Reputation: 61
I created this program to calculate the sha256 or sha512 hash of a given file and digest calculations to hex.
It consists of 5 files, 4 are custom modules and 1 is the main.
I have two functions in different modules but the only difference in these functions is one variable.
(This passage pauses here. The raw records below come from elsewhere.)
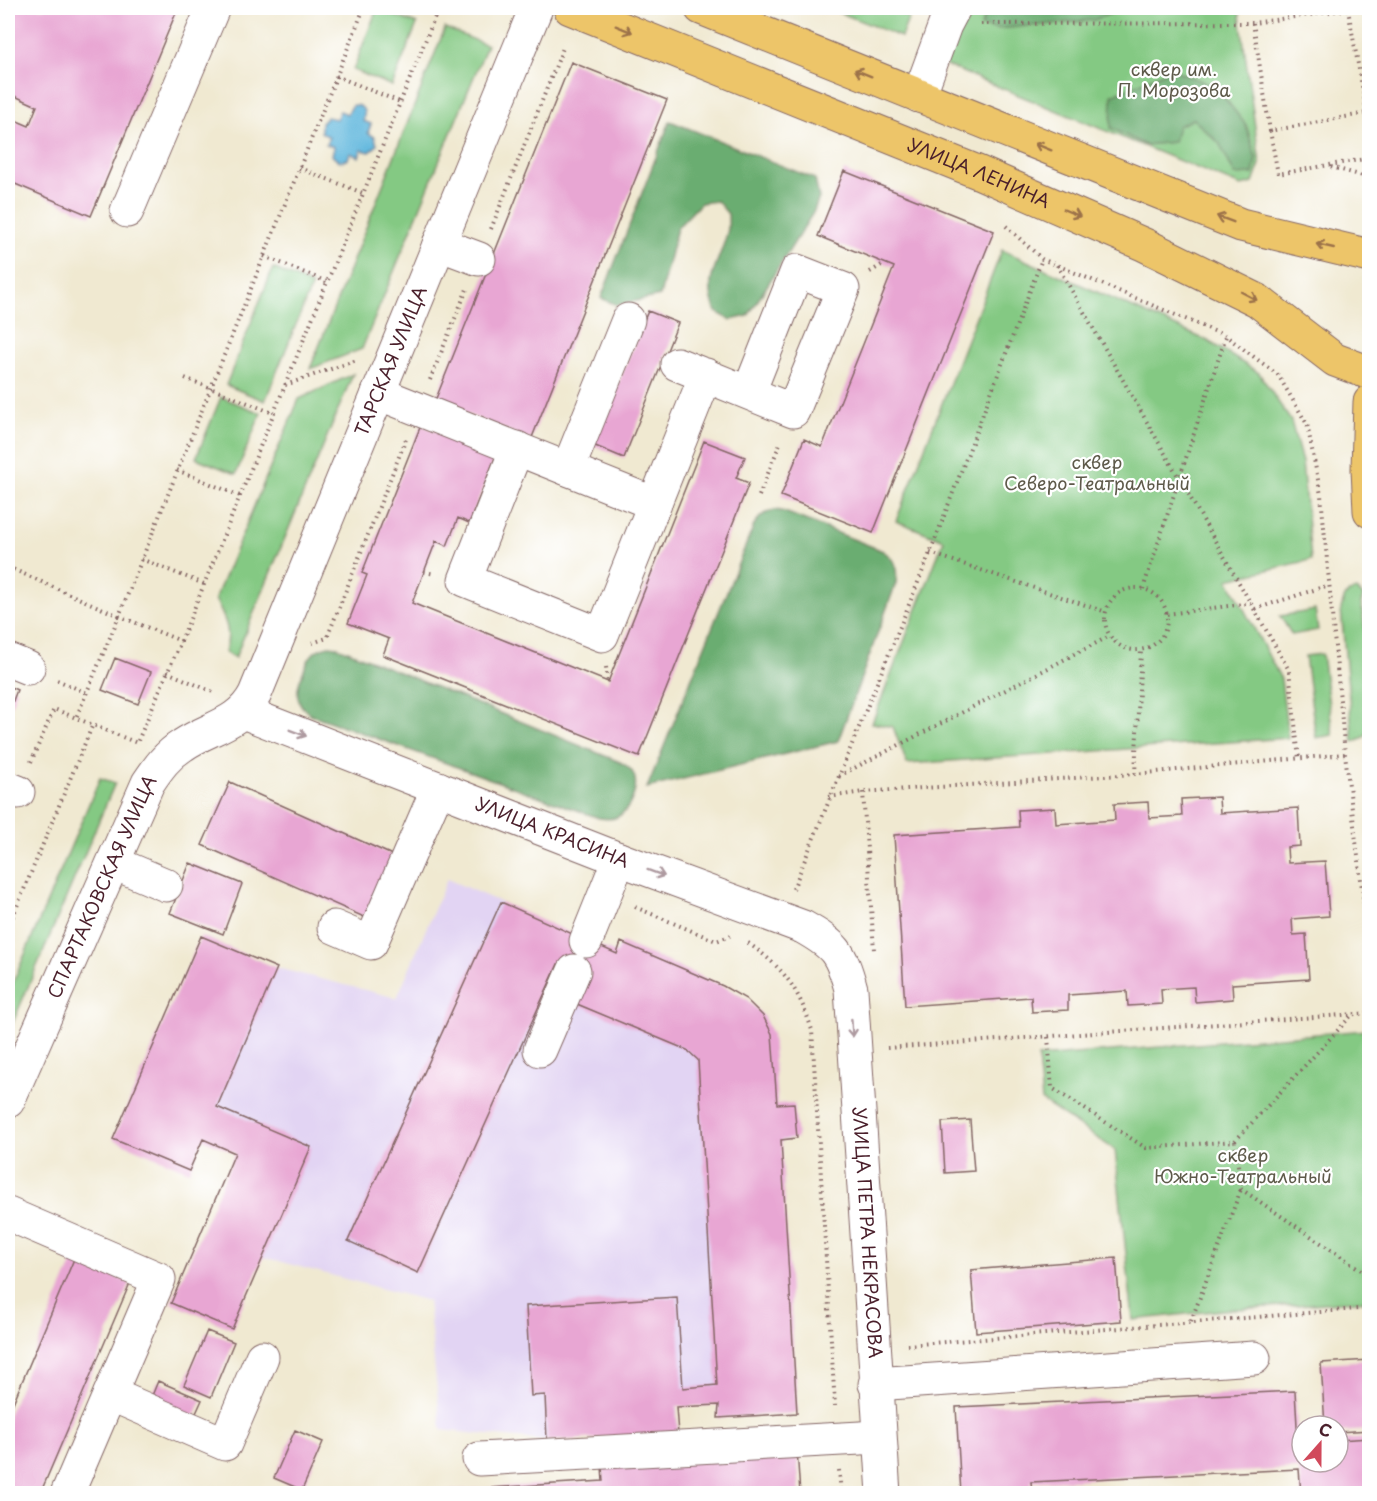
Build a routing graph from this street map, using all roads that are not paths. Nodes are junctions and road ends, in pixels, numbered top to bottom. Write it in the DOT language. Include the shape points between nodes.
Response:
graph roads {
  1 [pos="213,8"];
  2 [pos="536,8"];
  3 [pos="570,8"];
  4 [pos="701,8"];
  5 [pos="949,16"];
  6 [pos="919,96"];
  7 [pos="901,142"];
  8 [pos="127,211"];
  9 [pos="439,244"];
  10 [pos="1370,256"];
  11 [pos="478,259"];
  12 [pos="628,320"];
  13 [pos="1370,373"];
  14 [pos="749,392"];
  15 [pos="378,393"];
  16 [pos="1370,402"];
  17 [pos="517,448"];
  18 [pos="568,469"];
  19 [pos="655,504"];
  20 [pos="1370,511"];
  21 [pos="243,712"];
  22 [pos="438,788"];
  23 [pos="619,859"];
  24 [pos="114,863"];
  25 [pos="166,885"];
  26 [pos="334,927"];
  27 [pos="586,941"];
  28 [pos="846,970"];
  29 [pos="574,971"];
  30 [pos="540,1050"];
  31 [pos="8,1101"];
  32 [pos="8,1214"];
  33 [pos="262,1357"];
  34 [pos="1254,1358"];
  35 [pos="875,1384"];
  36 [pos="110,1394"];
  37 [pos="879,1437"];
  38 [pos="479,1459"];
  39 [pos="67,1494"];
  40 [pos="884,1494"];
  1 -- 8 [label="street"];
  2 -- 9 [label="street, ТАРСКАЯ УЛИЦА"];
  3 -- 7 [label="main road, УЛИЦА ЛЕНИНА, one-way"];
  6 -- 4 [label="main road, one-way"];
  5 -- 6 [label="street"];
  6 -- 7 [label="main road"];
  10 -- 6 [label="main road, one-way" via="1242,225"];
  7 -- 13 [label="main road, УЛИЦА ЛЕНИНА, one-way" via="1213,277 1257,300 1335,360"];
  9 -- 11 [label="street"];
  9 -- 15 [label="street, ТАРСКАЯ УЛИЦА"];
  12 -- 18 [label="street"];
  14 -- 14 [label="street" via="797,271 843,289 794,411"];
  14 -- 19 [label="street" via="692,370"];
  15 -- 17 [label="street"];
  15 -- 21 [label="street, ТАРСКАЯ УЛИЦА" via="258,686"];
  16 -- 20 [label="main road"];
  17 -- 18 [label="street"];
  17 -- 19 [label="street" via="465,580 492,591 603,635"];
  18 -- 19 [label="street"];
  21 -- 22 [label="street, УЛИЦА КРАСИНА, one-way"];
  21 -- 24 [label="street, СПАРТАКОВСКАЯ УЛИЦА" via="184,744 165,759 148,783"];
  22 -- 23 [label="street, УЛИЦА КРАСИНА"];
  22 -- 26 [label="street" via="371,943"];
  23 -- 27 [label="street"];
  23 -- 28 [label="street, УЛИЦА КРАСИНА, one-way" via="803,927 826,940"];
  24 -- 25 [label="street"];
  24 -- 31 [label="street, СПАРТАКОВСКАЯ УЛИЦА"];
  28 -- 35 [label="street, УЛИЦА ПЕТРА НЕКРАСОВА, one-way" via="851,989"];
  29 -- 30 [label="street"];
  32 -- 36 [label="street" via="159,1279"];
  33 -- 36 [label="street" via="225,1444"];
  34 -- 35 [label="street"];
  35 -- 37 [label="street, УЛИЦА ПЕТРА НЕКРАСОВА"];
  36 -- 39 [label="street"];
  37 -- 38 [label="street"];
  37 -- 40 [label="street, УЛИЦА ПЕТРА НЕКРАСОВА"];
}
See below:
From sha256.py
def get_hash_sha256():
global sha256_hash
filename = input("Enter the file name: ")
sha256_hash = hashlib.sha256()
with open(filename, "rb") as f:
for byte_block in iter(lambda: f.read(4096),b""):
sha256_hash.update(byte_block)
# print("sha256 valule: \n" + Color.GREEN + sha256_hash.hexdigest())
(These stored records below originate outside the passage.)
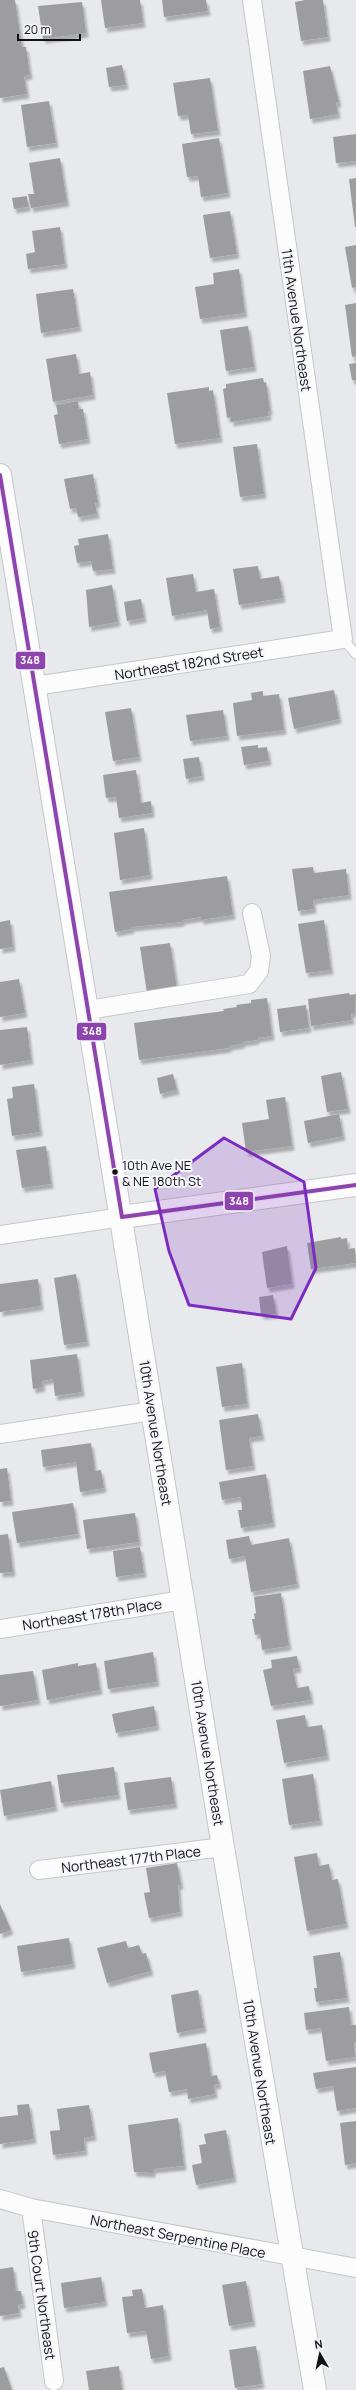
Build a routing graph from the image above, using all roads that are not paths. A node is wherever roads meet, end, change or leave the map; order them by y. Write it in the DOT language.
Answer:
graph roads {
  1 [pos="252,0"];
  2 [pos="0,475"];
  3 [pos="343,640"];
  4 [pos="356,654"];
  5 [pos="35,686"];
  6 [pos="252,913"];
  7 [pos="88,1010"];
  8 [pos="356,1185"];
  9 [pos="122,1217"];
  10 [pos="0,1235"];
  11 [pos="152,1411"];
  12 [pos="0,1434"];
  13 [pos="183,1600"];
  14 [pos="0,1629"];
  15 [pos="223,1847"];
  16 [pos="39,1870"];
  17 [pos="0,2200"];
  18 [pos="31,2208"];
  19 [pos="291,2257"];
  20 [pos="356,2268"];
  21 [pos="54,2381"];
  22 [pos="314,2390"];
  1 -- 3 [label="street, 11th Avenue Northeast"];
  2 -- 5 [label="street, 10th Avenue Northeast"];
  3 -- 4 [label="lane"];
  3 -- 5 [label="street, Northeast 182nd Street"];
  5 -- 7 [label="street, 10th Avenue Northeast"];
  6 -- 7 [label="street"];
  7 -- 9 [label="street, 10th Avenue Northeast"];
  8 -- 9 [label="street"];
  9 -- 10 [label="street"];
  9 -- 11 [label="street, 10th Avenue Northeast"];
  11 -- 12 [label="street"];
  11 -- 13 [label="street, 10th Avenue Northeast"];
  13 -- 14 [label="street, Northeast 178th Place"];
  13 -- 15 [label="street, 10th Avenue Northeast"];
  15 -- 16 [label="street, Northeast 177th Place"];
  15 -- 19 [label="street, 10th Avenue Northeast"];
  17 -- 18 [label="street, Northeast Serpentine Place"];
  18 -- 19 [label="street, Northeast Serpentine Place"];
  18 -- 21 [label="street, 9th Court Northeast"];
  19 -- 20 [label="street, Northeast Serpentine Place"];
  19 -- 22 [label="street, 10th Avenue Northeast"];
}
print(Color.DARKCYAN + "sha256 value has been calculated")
color_reset()
From sha512.py
def get_hash_sha512():
global sha512_hash
filename = input("Enter the file name: ")
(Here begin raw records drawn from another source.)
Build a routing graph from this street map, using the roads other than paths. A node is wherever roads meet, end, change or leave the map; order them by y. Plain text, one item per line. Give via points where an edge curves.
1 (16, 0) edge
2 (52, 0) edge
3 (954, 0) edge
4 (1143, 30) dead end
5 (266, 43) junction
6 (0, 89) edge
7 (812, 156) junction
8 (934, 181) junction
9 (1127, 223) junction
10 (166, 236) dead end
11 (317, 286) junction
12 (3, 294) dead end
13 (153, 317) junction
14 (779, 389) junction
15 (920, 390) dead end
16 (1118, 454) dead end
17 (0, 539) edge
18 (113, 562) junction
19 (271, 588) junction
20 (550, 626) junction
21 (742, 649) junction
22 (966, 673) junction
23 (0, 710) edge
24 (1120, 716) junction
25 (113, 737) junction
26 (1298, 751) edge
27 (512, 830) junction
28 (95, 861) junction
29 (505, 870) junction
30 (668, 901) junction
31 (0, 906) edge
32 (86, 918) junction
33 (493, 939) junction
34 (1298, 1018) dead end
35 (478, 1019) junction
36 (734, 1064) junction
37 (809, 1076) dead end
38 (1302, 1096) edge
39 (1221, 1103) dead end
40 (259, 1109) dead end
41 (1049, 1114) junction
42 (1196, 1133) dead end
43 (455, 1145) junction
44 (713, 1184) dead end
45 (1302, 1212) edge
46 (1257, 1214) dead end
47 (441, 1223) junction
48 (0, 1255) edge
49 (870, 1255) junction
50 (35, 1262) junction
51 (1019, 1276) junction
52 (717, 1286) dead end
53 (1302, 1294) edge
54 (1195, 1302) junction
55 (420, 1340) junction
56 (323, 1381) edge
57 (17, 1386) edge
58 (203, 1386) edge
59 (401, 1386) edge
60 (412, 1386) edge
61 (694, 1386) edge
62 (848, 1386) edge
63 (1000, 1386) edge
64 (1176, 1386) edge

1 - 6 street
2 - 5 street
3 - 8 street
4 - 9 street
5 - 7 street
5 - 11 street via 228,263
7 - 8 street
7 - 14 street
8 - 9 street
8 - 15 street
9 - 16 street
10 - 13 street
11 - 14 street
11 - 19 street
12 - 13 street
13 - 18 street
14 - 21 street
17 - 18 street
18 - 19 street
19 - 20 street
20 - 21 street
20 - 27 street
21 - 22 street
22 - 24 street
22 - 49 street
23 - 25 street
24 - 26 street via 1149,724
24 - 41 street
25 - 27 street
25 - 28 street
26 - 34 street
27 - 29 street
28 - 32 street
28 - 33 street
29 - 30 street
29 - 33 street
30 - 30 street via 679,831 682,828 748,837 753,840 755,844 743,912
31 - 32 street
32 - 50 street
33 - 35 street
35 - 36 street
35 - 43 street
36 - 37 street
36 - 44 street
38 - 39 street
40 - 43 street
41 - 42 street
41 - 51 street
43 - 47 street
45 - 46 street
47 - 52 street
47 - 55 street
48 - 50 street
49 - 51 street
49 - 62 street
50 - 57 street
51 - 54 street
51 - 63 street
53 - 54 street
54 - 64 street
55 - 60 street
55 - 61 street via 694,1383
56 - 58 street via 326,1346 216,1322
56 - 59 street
sha512_hash = hashlib.sha512()
with open(filename, "rb") as f:
for byte_block in iter(lambda: f.read(4096),b""):
sha512_hash.update(byte_block)
# print("sha512 valule: \n" + Color.GREEN + sha512_hash.hexdigest())
print(Color.DARKCYAN + "sha512 value has been calculated")
color_reset()
These functions are called in my simple_sha_find.py file:
def which_hash():
sha256_or_sha512 = input("Which hash do you want to calculate: sha256 or sha512? \n")
if sha256_or_sha512 == "sha256":
get_hash_sha256()
verify_checksum_sha256()
elif sha256_or_sha512 == "sha512":
get_hash_sha512()
verify_checksum_sha512()
else:
print("Type either sha256 or sha512. If you type anything else the program will close...like this.")
sys.exit()
if __name__ == "__main__":
which_hash()
As you can see, the functions that will be called are based on the users input. If the user types sha256, then it triggers the functions from sha256.py, but if they type sha512 then they trigger the functions from sha512.py
The application works, but I know I can make it less redundant but I do not know how.
How can I define the get_hash_sha---() and verify_checksum_sha---() functions once and they perform the appropriate calculations based on whether the user chooses sha256 or sha512?
I have performed a few variations of coding this program.
I have created it as one single file as well as creating different modules and calling functions from these modules.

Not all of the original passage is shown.